Uma quarta-feira qualquer

por ALBERTO GONÇALVES


As obras cá em casa, que duram há mês e meio, prosseguiram. Os trolhas apareceram de manhã, à hora a que a minha mulher saiu para abrir a loja. As assalariadas dela, ao que sei, também apareceram.

Depois do almoço, exercício que raramente pratico, vieram os carpinteiros. Pelo meio, chegou o técnico da ZON para investigar o desaparecimento, faz dias, de 156 dos 162 canais televisivos de que disponho, e chegou o carteiro, que me trouxe um conjunto de pautas de Paul Simon adaptadas para ukulele (estou em fase formativa) e um livro do eurodeputado Mendes Bota, com uma simpática dedicatória do autor, que aproveito para agradecer.

Por mim, trabalhei o dia inteiro, com uma pausa no café para o café, que me foi servido, e outra pausa no posto de combustível para combustível, jornais e cigarros, que me foram vendidos com a solicitude habitual. À tardinha, recebi um telefonema do concessionário do meu carro (nada de grave), liguei à seguradora que me trata da saúde (idem) e dirigi-me aos estúdios da RTP em Gaia para ser entrevistado pelo Fernando Alvim, na Antena 3. Após a entrevista, passei pelo restaurante, em funcionamento regular, e comprei comida em regime take away.

Em suma, não notei a greve. Não quero dizer que os números anunciados pelos sindicatos sejam fictícios (pese a trivial variação de alguns milhões face aos números "oficiais"). Quero dizer que, por contingências do destino ou pura sorte, há vidas relativamente privilegiadas a que os grevistas não fazem falta.

O dr. Carvalho da CGTP, o eng. Proença da UGT e os vultos partidários que os apoiaram garantiram imensas coisas. Uma delas foi que a "paralisação" (linda palavra) acabaria com os salários baixos. É impossível discordar: se sucessivas "paralisações" arrasassem o que resta da nossa já ínfima produtividade, depressa os salários baixos seriam trocados por salários nenhuns.

Sucede que a greve geral é, cada vez mais, um assunto particular do funcionalismo público, o que desmente outra garantia dos seus organizadores, a de que a "jornada de luta" (isto é só clichés épicos) provou a "força dos trabalhadores" (não disse?).
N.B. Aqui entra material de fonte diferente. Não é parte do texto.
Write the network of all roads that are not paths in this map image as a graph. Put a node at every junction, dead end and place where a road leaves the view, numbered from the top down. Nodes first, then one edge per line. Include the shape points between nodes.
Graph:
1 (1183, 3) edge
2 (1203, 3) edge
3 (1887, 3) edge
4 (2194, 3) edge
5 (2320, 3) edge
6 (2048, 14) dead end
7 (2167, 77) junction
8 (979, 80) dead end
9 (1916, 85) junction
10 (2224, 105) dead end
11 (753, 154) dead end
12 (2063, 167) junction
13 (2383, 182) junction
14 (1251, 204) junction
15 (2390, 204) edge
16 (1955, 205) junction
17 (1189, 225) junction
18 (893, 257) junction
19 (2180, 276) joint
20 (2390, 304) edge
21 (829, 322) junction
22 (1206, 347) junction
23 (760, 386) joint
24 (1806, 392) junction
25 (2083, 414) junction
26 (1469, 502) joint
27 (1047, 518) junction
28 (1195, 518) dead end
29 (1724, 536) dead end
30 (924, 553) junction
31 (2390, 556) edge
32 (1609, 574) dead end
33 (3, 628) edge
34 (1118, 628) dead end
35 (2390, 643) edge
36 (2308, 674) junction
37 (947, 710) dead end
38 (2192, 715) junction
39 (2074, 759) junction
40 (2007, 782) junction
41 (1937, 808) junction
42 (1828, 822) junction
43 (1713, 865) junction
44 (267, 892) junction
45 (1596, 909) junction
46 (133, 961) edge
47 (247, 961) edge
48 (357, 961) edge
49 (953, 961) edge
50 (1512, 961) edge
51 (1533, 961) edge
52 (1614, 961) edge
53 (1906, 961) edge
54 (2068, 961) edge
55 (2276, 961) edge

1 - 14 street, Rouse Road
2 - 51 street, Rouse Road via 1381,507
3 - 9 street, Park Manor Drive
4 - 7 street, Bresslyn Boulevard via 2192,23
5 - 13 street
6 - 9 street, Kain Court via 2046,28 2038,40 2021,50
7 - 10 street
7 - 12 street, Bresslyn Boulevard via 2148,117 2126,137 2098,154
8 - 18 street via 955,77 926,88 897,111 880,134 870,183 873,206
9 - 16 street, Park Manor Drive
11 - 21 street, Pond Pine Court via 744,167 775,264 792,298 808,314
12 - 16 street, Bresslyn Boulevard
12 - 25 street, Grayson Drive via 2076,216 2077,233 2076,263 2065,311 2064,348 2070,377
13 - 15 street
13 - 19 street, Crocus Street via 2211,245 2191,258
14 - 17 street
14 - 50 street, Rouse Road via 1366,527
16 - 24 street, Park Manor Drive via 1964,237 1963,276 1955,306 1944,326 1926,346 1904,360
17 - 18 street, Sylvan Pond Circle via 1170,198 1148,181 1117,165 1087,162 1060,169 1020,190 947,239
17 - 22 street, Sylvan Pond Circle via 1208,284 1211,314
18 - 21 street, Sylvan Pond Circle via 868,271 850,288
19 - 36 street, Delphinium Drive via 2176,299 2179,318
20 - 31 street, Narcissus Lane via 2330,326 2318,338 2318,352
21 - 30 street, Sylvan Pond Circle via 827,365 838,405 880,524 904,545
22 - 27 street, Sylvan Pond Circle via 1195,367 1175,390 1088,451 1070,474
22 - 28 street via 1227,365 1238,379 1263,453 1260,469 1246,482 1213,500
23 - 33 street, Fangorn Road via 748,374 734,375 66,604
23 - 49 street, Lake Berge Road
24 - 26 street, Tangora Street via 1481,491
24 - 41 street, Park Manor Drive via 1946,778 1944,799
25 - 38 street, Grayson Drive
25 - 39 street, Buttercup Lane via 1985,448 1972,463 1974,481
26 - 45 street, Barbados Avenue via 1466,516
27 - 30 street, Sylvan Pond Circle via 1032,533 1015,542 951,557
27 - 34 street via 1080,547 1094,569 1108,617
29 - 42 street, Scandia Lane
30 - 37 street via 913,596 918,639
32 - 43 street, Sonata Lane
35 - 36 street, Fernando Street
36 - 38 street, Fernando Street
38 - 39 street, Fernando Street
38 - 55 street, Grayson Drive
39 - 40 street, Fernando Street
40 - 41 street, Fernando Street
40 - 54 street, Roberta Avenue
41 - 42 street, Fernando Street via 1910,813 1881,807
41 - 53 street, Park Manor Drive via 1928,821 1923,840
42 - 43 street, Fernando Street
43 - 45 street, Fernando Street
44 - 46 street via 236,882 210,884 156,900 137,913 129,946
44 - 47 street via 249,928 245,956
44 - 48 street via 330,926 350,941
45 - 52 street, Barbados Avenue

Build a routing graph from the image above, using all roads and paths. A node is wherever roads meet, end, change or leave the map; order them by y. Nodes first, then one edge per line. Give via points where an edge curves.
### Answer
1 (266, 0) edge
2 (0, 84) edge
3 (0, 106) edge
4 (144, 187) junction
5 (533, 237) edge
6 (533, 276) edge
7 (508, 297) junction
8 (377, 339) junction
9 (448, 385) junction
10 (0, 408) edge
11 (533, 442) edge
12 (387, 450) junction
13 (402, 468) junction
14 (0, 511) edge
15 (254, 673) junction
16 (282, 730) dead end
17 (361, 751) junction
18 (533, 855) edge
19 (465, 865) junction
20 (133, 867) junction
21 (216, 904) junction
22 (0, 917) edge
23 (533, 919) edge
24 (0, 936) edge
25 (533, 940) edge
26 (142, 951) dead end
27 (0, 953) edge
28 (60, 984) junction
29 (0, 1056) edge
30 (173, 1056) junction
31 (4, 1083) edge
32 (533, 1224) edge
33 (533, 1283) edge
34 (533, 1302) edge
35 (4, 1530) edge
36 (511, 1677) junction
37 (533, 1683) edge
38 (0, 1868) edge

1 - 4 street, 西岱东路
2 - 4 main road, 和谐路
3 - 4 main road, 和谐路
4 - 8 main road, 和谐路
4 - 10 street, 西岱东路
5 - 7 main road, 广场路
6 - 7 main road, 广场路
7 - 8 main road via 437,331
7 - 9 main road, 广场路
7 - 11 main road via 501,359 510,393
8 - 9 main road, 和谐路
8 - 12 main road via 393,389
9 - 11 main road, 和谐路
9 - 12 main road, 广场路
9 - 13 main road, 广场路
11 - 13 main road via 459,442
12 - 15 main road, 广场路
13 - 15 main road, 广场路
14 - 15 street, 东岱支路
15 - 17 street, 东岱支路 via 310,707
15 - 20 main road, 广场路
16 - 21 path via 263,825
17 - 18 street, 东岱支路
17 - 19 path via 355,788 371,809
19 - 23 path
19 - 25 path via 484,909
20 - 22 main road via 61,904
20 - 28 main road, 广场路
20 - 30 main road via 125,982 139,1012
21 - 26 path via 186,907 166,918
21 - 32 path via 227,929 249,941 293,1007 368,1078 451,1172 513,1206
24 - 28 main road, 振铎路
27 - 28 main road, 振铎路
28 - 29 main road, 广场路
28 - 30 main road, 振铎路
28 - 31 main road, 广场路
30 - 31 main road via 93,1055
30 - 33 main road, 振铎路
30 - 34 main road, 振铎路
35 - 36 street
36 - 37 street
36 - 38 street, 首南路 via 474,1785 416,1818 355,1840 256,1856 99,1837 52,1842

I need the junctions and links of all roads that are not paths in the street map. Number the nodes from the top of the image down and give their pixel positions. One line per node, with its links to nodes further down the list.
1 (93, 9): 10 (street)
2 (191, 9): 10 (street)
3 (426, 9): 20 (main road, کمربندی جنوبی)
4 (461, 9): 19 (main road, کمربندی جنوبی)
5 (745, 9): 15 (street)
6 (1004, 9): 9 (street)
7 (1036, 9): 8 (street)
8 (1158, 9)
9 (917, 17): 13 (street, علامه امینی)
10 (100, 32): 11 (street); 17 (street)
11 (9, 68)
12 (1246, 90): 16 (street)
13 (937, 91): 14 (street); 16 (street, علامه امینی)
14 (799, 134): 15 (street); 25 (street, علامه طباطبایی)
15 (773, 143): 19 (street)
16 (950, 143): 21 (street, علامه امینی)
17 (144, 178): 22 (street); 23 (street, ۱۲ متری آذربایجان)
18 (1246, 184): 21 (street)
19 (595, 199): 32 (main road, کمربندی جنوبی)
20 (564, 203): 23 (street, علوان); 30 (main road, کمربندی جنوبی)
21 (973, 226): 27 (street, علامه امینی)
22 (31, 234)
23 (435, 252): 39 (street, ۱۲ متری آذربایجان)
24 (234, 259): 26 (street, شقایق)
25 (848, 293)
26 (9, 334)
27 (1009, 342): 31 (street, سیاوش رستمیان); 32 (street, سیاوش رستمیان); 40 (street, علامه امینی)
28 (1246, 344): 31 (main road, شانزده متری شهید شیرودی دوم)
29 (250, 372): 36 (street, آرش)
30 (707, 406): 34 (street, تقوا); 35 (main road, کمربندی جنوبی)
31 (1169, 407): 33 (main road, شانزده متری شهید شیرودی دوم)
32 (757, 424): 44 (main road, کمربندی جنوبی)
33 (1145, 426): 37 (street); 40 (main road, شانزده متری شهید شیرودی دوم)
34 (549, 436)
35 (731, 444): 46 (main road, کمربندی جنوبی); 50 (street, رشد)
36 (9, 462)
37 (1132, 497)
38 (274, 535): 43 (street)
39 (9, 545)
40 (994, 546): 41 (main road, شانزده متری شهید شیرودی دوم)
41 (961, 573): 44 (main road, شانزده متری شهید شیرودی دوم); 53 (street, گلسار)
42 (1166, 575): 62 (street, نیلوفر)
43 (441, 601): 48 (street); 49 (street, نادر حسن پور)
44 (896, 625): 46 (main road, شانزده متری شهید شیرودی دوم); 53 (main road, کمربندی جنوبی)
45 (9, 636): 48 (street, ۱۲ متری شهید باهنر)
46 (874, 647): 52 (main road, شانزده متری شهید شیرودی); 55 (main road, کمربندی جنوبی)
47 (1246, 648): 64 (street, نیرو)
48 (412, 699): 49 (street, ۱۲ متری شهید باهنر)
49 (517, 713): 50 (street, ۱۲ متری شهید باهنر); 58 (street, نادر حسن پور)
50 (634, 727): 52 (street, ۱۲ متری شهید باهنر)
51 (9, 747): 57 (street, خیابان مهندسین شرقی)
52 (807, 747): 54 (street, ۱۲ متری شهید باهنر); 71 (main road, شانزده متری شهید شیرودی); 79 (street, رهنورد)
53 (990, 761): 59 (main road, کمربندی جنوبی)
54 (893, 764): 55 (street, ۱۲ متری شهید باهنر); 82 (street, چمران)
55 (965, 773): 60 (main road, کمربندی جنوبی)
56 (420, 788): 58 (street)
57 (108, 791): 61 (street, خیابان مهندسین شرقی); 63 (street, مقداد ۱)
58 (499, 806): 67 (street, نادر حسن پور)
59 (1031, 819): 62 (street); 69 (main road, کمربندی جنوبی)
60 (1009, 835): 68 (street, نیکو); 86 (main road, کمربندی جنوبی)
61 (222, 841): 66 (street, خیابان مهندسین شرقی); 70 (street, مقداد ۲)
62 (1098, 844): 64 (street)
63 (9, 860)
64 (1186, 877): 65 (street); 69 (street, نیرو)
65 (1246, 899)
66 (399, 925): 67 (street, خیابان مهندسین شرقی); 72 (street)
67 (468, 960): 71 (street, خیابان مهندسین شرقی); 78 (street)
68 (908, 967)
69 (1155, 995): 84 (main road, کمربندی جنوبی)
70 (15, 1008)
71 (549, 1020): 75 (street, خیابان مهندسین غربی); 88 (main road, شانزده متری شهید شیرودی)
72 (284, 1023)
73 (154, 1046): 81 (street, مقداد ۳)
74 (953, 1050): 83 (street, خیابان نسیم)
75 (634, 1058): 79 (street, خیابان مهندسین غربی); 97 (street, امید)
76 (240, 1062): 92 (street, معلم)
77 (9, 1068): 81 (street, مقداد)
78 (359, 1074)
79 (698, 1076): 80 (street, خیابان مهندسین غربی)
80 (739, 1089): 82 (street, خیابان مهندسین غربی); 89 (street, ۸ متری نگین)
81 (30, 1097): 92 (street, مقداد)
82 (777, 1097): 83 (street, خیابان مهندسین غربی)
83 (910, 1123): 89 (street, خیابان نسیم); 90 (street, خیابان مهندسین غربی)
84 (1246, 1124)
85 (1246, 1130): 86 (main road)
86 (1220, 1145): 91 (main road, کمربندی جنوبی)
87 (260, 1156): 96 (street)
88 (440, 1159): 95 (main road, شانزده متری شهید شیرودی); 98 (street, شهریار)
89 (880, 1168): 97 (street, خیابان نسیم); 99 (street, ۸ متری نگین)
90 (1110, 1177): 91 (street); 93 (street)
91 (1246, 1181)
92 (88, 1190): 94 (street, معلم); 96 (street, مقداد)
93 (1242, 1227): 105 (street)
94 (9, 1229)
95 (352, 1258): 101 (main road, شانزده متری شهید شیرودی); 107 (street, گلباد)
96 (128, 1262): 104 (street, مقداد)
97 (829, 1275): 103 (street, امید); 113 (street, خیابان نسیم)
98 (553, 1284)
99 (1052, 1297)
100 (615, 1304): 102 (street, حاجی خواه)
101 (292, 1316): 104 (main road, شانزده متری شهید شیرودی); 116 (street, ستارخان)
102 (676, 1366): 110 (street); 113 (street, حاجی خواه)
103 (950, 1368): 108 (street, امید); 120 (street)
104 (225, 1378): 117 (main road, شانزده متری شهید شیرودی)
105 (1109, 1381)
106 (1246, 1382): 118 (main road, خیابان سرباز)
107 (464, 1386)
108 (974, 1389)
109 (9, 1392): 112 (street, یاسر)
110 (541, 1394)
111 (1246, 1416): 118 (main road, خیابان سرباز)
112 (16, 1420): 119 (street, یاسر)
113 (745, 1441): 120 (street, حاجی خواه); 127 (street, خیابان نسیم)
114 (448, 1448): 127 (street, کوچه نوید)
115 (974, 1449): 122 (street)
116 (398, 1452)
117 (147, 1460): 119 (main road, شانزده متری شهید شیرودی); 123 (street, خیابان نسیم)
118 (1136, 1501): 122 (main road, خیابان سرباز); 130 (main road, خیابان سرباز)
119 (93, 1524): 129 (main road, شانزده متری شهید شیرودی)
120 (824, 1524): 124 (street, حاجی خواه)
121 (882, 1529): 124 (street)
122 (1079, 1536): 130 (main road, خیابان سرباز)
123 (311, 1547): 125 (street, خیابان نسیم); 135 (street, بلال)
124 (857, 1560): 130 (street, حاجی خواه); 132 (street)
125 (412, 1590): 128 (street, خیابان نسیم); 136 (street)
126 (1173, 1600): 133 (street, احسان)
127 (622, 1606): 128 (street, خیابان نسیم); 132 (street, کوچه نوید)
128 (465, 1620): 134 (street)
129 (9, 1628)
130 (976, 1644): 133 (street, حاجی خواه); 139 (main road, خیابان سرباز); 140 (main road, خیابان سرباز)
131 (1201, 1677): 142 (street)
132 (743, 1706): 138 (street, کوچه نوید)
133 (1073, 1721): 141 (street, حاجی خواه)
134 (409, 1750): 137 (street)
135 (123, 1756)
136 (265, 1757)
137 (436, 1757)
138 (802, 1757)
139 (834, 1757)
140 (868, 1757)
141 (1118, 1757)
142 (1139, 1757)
Para muitos de nós, tão cidadãos quanto os demais, provou exactamente o contrário e põe-nos a pensar no que se pouparia se boa parte dos trabalhadores em causa nunca trabalhasse de todo. Talvez alguns dos pobres que sentem de facto as greves por não conseguirem abdicar dos transportes colectivos e de um dia de salário pudessem ser menos pobres e nem dar por ela. Ela, a "geral". Com aspas e o espanto de ver tantos dos que se alimentaram da irresponsabilidade de o Governo berrar agora contra a respectiva, e fatal, factura.